Пуарем стоял на берегу и смотрел на тысячи парусов кораблей. Он был доволен награбленной добычей: золотом, антилопами, настриженной шерстью от множества овец. Но более всего он был доволен, что захвачено несколько тысяч рабов и рабынь, среди которых были трудолюбивые и ловкие мужчины из племени даза, теза, белые люди машуаша, жившие на западе, знающие свое дело мастера из Страны Песков Херьюша и красивые певицы роме из плодородной страны Та Кемет.

Солдаты-атланты срочно подготавливали оружие и вещевые мешки, а писари подсчитывали захваченную добычу для правителя и жрецов, решая, сколько скота, рабов и шерсти нагружать на каждый из грузовых кораблей.

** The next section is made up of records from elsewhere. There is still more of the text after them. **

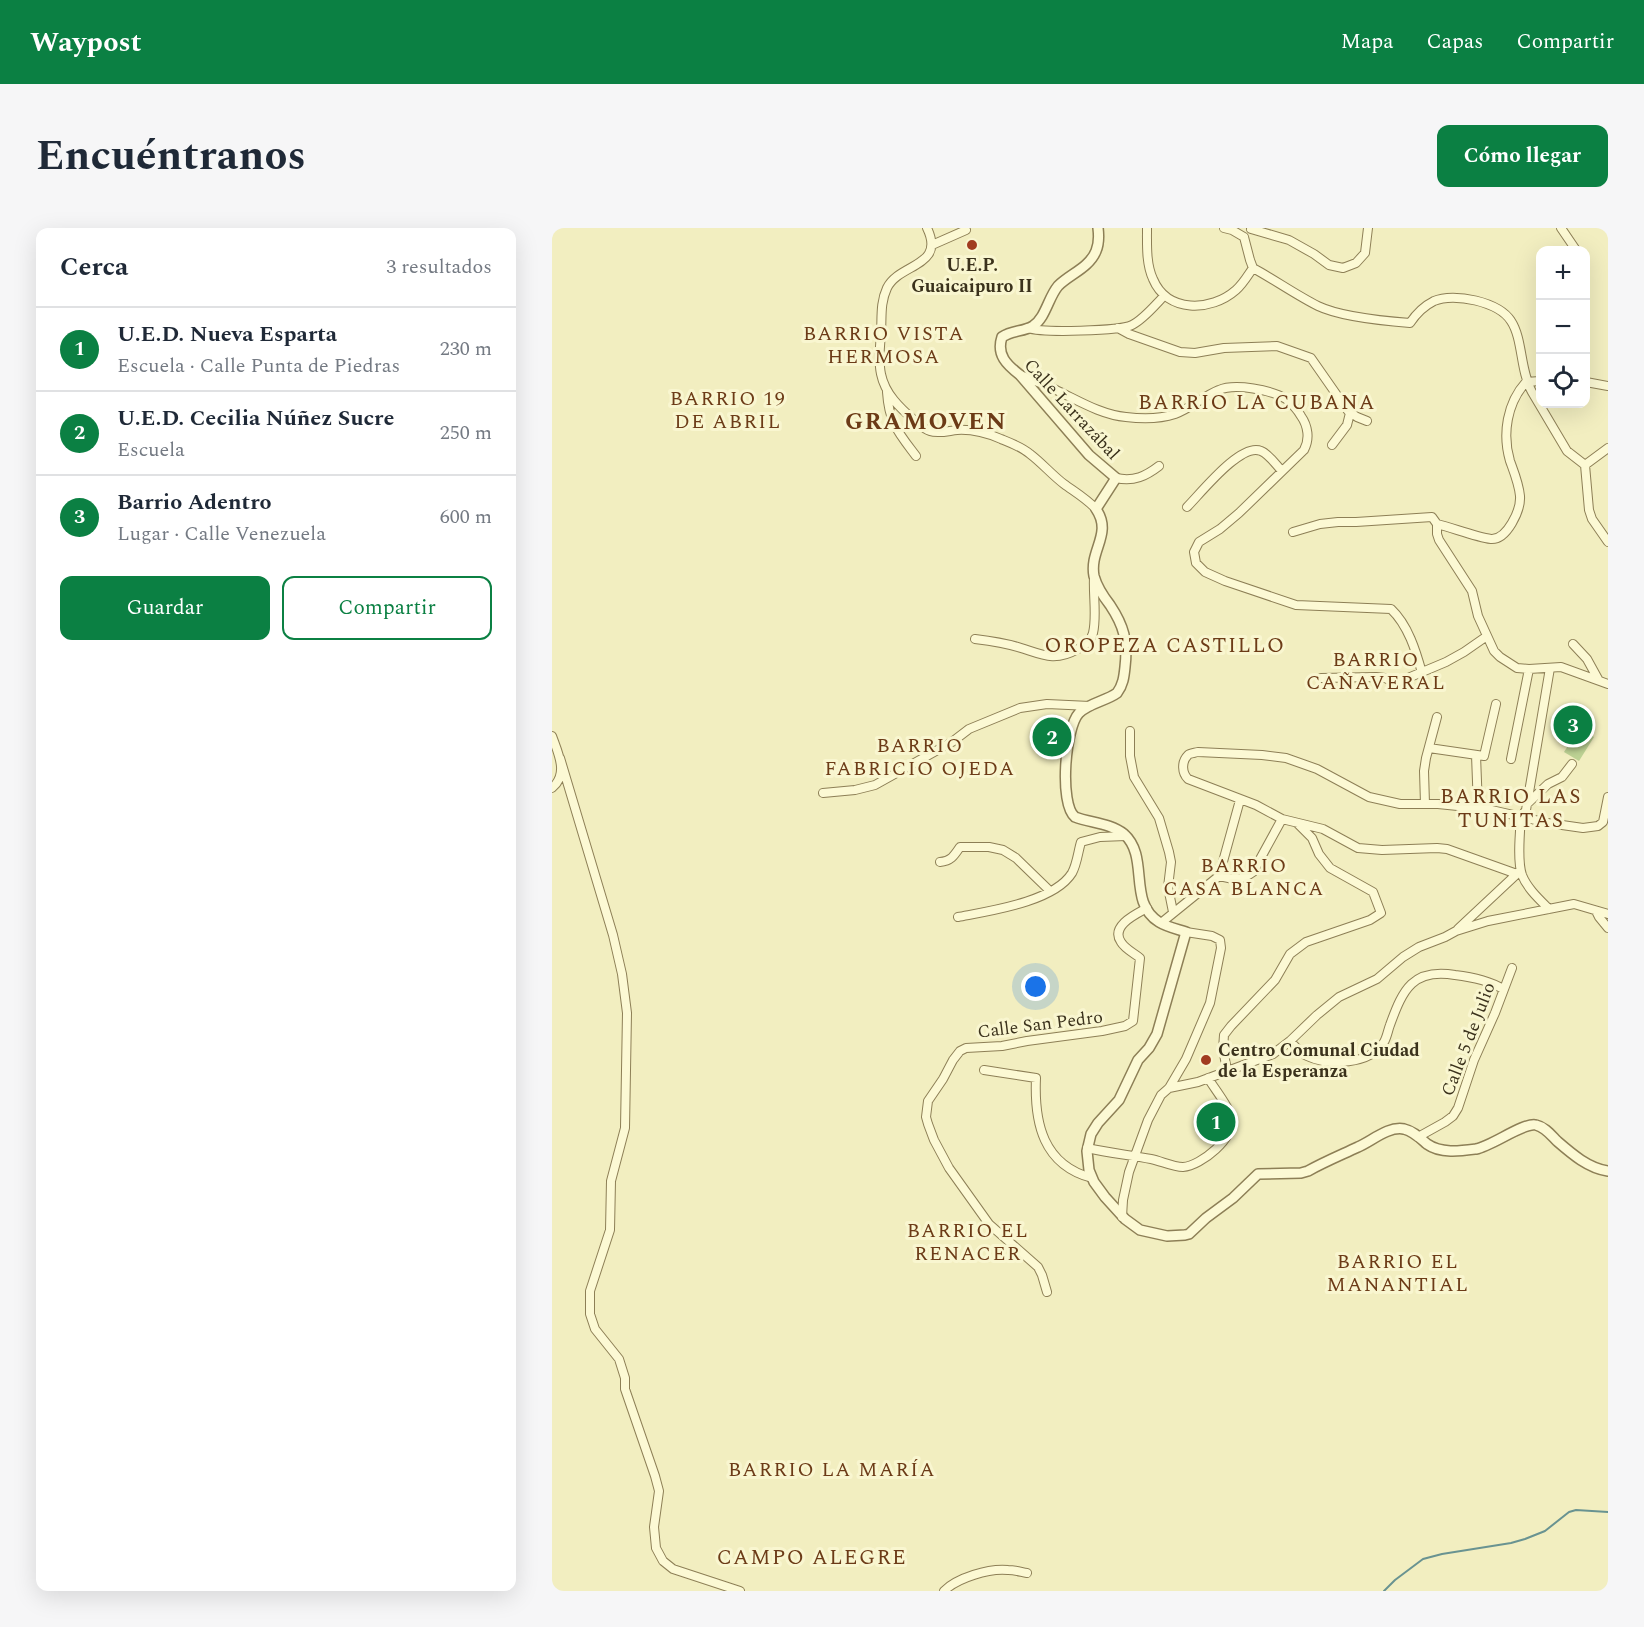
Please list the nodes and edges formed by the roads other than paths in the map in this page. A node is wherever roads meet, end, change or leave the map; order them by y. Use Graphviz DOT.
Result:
graph roads {
  1 [pos="927,228"];
  2 [pos="1098,228"];
  3 [pos="1147,228"];
  4 [pos="1224,228"];
  5 [pos="1368,228"];
  6 [pos="1561,228"];
  7 [pos="1251,229"];
  8 [pos="966,230"];
  9 [pos="1244,237"];
  10 [pos="932,245"];
  11 [pos="1573,246"];
  12 [pos="1253,268"];
  13 [pos="1164,297"];
  14 [pos="1028,328"];
  15 [pos="1118,328"];
  16 [pos="1020,375"];
  17 [pos="1536,381"];
  18 [pos="1526,382"];
  19 [pos="1590,383"];
  20 [pos="1608,386"];
  21 [pos="887,391"];
  22 [pos="1350,413"];
  23 [pos="1367,421"];
  24 [pos="1332,446"];
  25 [pos="1608,448"];
  26 [pos="916,456"];
  27 [pos="1585,465"];
  28 [pos="1159,466"];
  29 [pos="1282,471"];
  30 [pos="1116,478"];
  31 [pos="1187,507"];
  32 [pos="1096,509"];
  33 [pos="1437,524"];
  34 [pos="1293,532"];
  35 [pos="1608,542"];
  36 [pos="1094,576"];
  37 [pos="1487,636"];
  38 [pos="975,639"];
  39 [pos="1573,644"];
  40 [pos="1550,668"];
  41 [pos="1529,669"];
  42 [pos="1422,673"];
  43 [pos="1322,678"];
  44 [pos="1603,682"];
  45 [pos="1496,704"];
  46 [pos="1091,706"];
  47 [pos="1437,717"];
  48 [pos="1130,731"];
  49 [pos="552,736"];
  50 [pos="1429,748"];
  51 [pos="1476,755"];
  52 [pos="560,758"];
  53 [pos="1511,759"];
  54 [pos="1572,764"];
  55 [pos="552,788"];
  56 [pos="824,793"];
  57 [pos="1608,797"];
  58 [pos="1240,800"];
  59 [pos="1425,804"];
  60 [pos="1527,804"];
  61 [pos="1478,808"];
  62 [pos="1607,816"];
  63 [pos="1521,817"];
  64 [pos="1282,819"];
  65 [pos="1297,823"];
  66 [pos="1126,836"];
  67 [pos="940,862"];
  68 [pos="1519,872"];
  69 [pos="1219,876"];
  70 [pos="1050,891"];
  71 [pos="1147,908"];
  72 [pos="1549,909"];
  73 [pos="1596,911"];
  74 [pos="1173,912"];
  75 [pos="1608,914"];
  76 [pos="958,917"];
  77 [pos="1161,923"];
  78 [pos="1608,928"];
  79 [pos="1456,931"];
  80 [pos="1186,932"];
  81 [pos="1512,968"];
  82 [pos="1503,988"];
  83 [pos="1290,1041"];
  84 [pos="984,1070"];
  85 [pos="1227,1070"];
  86 [pos="1208,1078"];
  87 [pos="1169,1088"];
  88 [pos="1418,1137"];
  89 [pos="1088,1148"];
  90 [pos="1135,1157"];
  91 [pos="1608,1171"];
  92 [pos="1092,1178"];
  93 [pos="1122,1217"];
  94 [pos="1047,1292"];
  95 [pos="1028,1574"];
  96 [pos="741,1591"];
  97 [pos="944,1591"];
  1 -- 10 [label="street"];
  2 -- 14 [label="street, Calle Larrazábal"];
  3 -- 13 [label="street"];
  4 -- 9 [label="street"];
  5 -- 7 [label="street"];
  6 -- 11 [label="street"];
  7 -- 9 [label="street"];
  8 -- 10 [label="street"];
  9 -- 12 [label="street"];
  10 -- 21 [label="street"];
  12 -- 13 [label="street"];
  12 -- 18 [label="street"];
  13 -- 15 [label="street"];
  14 -- 15 [label="street"];
  14 -- 16 [label="street, Calle Larrazábal"];
  15 -- 22 [label="street"];
  16 -- 29 [label="street"];
  16 -- 30 [label="street, Calle Larrazábal"];
  17 -- 18 [label="street"];
  18 -- 27 [label="street"];
  18 -- 33 [label="street"];
  19 -- 20 [label="street"];
  21 -- 26 [label="street"];
  21 -- 32 [label="street"];
  22 -- 23 [label="street"];
  22 -- 24 [label="street"];
  25 -- 27 [label="street"];
  27 -- 35 [label="street"];
  28 -- 30 [label="street"];
  29 -- 31 [label="street"];
  29 -- 42 [label="street"];
  30 -- 32 [label="street, Calle Larrazábal"];
  32 -- 36 [label="street"];
  33 -- 34 [label="street"];
  33 -- 37 [label="street"];
  36 -- 38 [label="street"];
  36 -- 46 [label="street"];
  37 -- 41 [label="street"];
  37 -- 42 [label="street"];
  39 -- 44 [label="street"];
  40 -- 41 [label="street"];
  40 -- 44 [label="street"];
  40 -- 60 [label="street"];
  41 -- 53 [label="street"];
  42 -- 43 [label="street"];
  45 -- 51 [label="street"];
  46 -- 56 [label="street"];
  46 -- 66 [label="street"];
  47 -- 50 [label="street"];
  48 -- 74 [label="street"];
  49 -- 52 [label="street"];
  50 -- 51 [label="street"];
  50 -- 59 [label="street"];
  51 -- 61 [label="street"];
  52 -- 55 [label="street"];
  52 -- 96 [label="street"];
  54 -- 60 [label="street"];
  57 -- 62 [label="street"];
  58 -- 59 [label="street"];
  58 -- 64 [label="street"];
  58 -- 69 [label="street"];
  59 -- 61 [label="street"];
  60 -- 63 [label="street"];
  61 -- 63 [label="street"];
  62 -- 63 [label="street"];
  63 -- 68 [label="street"];
  64 -- 65 [label="street"];
  64 -- 69 [label="street"];
  65 -- 68 [label="street"];
  65 -- 85 [label="street"];
  66 -- 70 [label="street"];
  66 -- 71 [label="street"];
  67 -- 70 [label="street"];
  68 -- 72 [label="street"];
  68 -- 79 [label="street"];
  69 -- 74 [label="street"];
  70 -- 76 [label="street"];
  71 -- 77 [label="street"];
  71 -- 94 [label="street, Calle San Pedro"];
  72 -- 73 [label="street"];
  72 -- 79 [label="street"];
  73 -- 75 [label="street"];
  73 -- 78 [label="street"];
  74 -- 77 [label="street"];
  77 -- 80 [label="street"];
  79 -- 83 [label="street"];
  80 -- 87 [label="street"];
  80 -- 89 [label="street"];
  81 -- 82 [label="street, Calle 5 de Julio"];
  82 -- 83 [label="street"];
  82 -- 88 [label="street, Calle 5 de Julio"];
  83 -- 85 [label="street"];
  84 -- 92 [label="street"];
  85 -- 86 [label="street"];
  86 -- 87 [label="street"];
  86 -- 90 [label="street"];
  87 -- 90 [label="street"];
  88 -- 91 [label="street"];
  88 -- 93 [label="street"];
  89 -- 90 [label="street"];
  89 -- 92 [label="street"];
  90 -- 93 [label="street"];
  92 -- 93 [label="street"];
  95 -- 97 [label="street"];
}
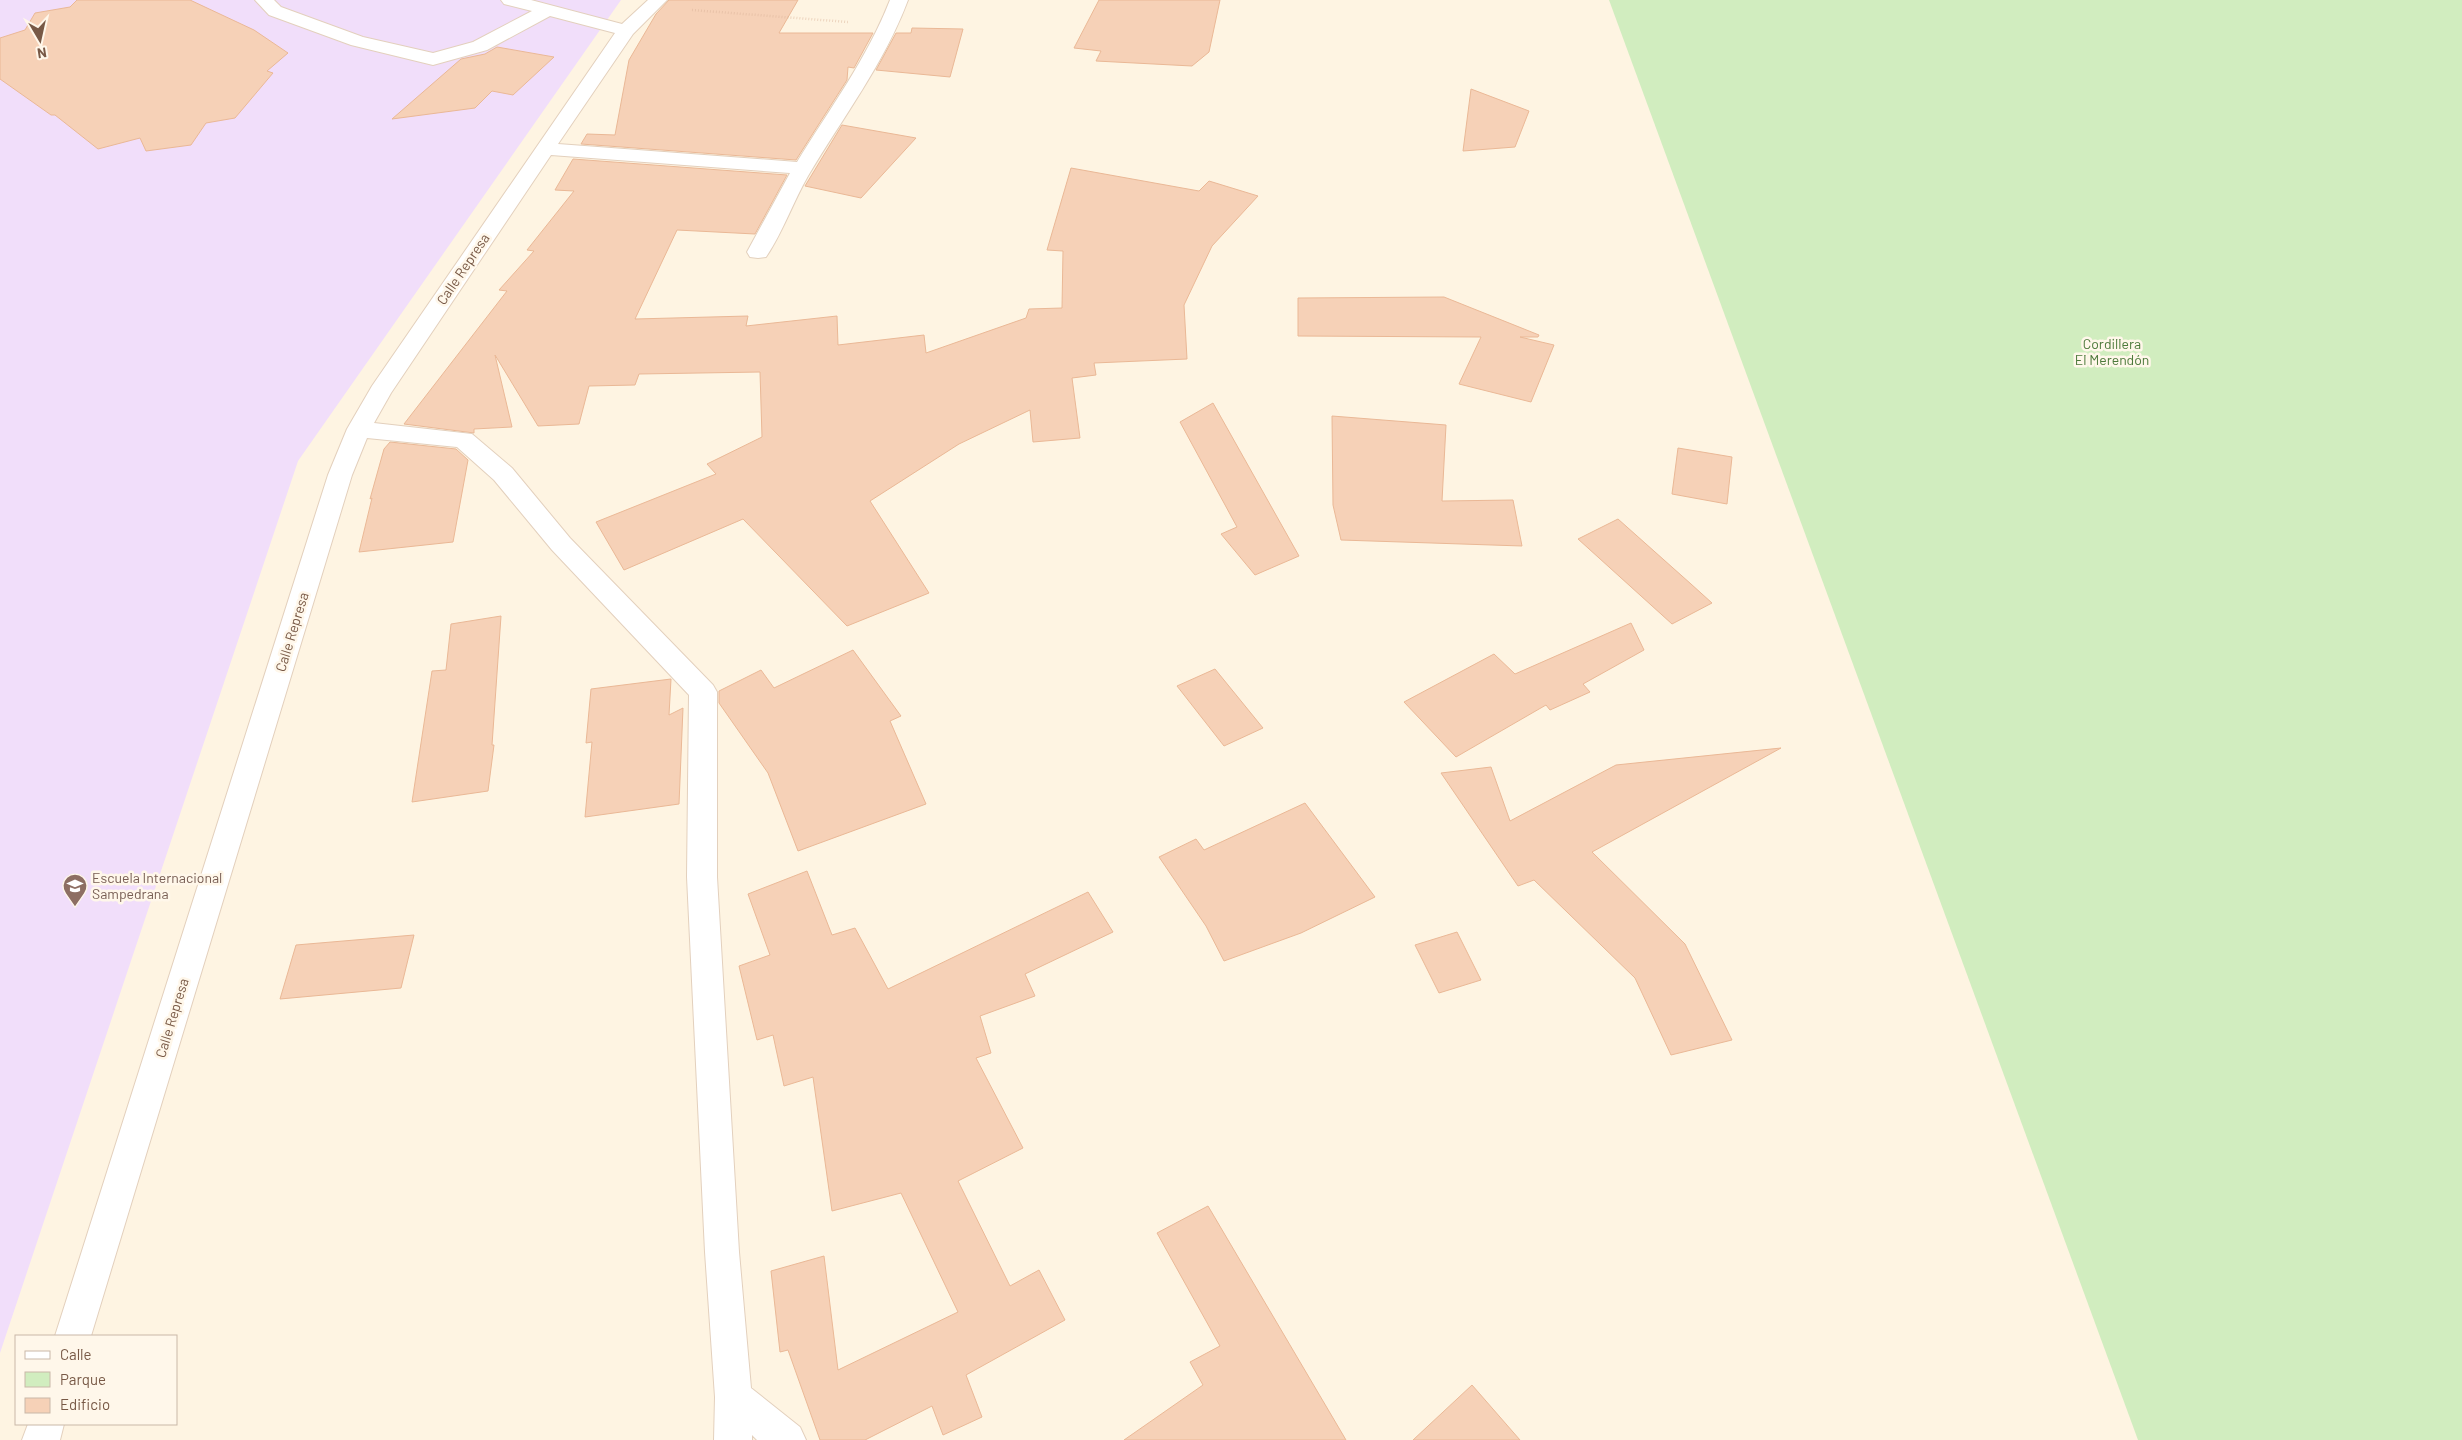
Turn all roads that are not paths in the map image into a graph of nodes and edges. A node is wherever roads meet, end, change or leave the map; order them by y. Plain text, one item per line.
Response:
1 (264, 0) edge
2 (510, 0) edge
3 (658, 0) edge
4 (899, 0) edge
5 (548, 10) junction
6 (626, 30) junction
7 (545, 149) junction
8 (802, 168) junction
9 (758, 252) dead end
10 (359, 429) junction
11 (73, 1335) edge
12 (733, 1396) junction
13 (46, 1425) edge
14 (40, 1440) edge
15 (733, 1440) edge
16 (787, 1440) edge

1 - 5 street
2 - 5 street
3 - 6 street, Calle Represa
4 - 8 street
5 - 6 street
6 - 7 street, Calle Represa
7 - 8 street
7 - 10 street, Calle Represa
8 - 9 street
10 - 11 street, Calle Represa
10 - 12 street
12 - 15 street
12 - 16 street
13 - 14 street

С тех пор как на горизонте показались корабли, Аута стал еще более молчаливым. Шумная суета, связанная с отплытием в Атлантиду, его нисколько не волновала. Он не знал, виновата ли в том грусть, закравшаяся в его душу в связи с уходом из этих мест, или ощущение близости возвращения на Атлантиду… В таком душевном состоянии он пошел к Тефнахту, когда тот наконец его позвал. Жрец Тефнахт ходил по берегу, заросшему лотосом; на лице его играла с трудом скрываемая улыбка, значение которой Ауте так и не удалось сразу понять. Он подумал, что никогда не видел Тефнахта таким довольным.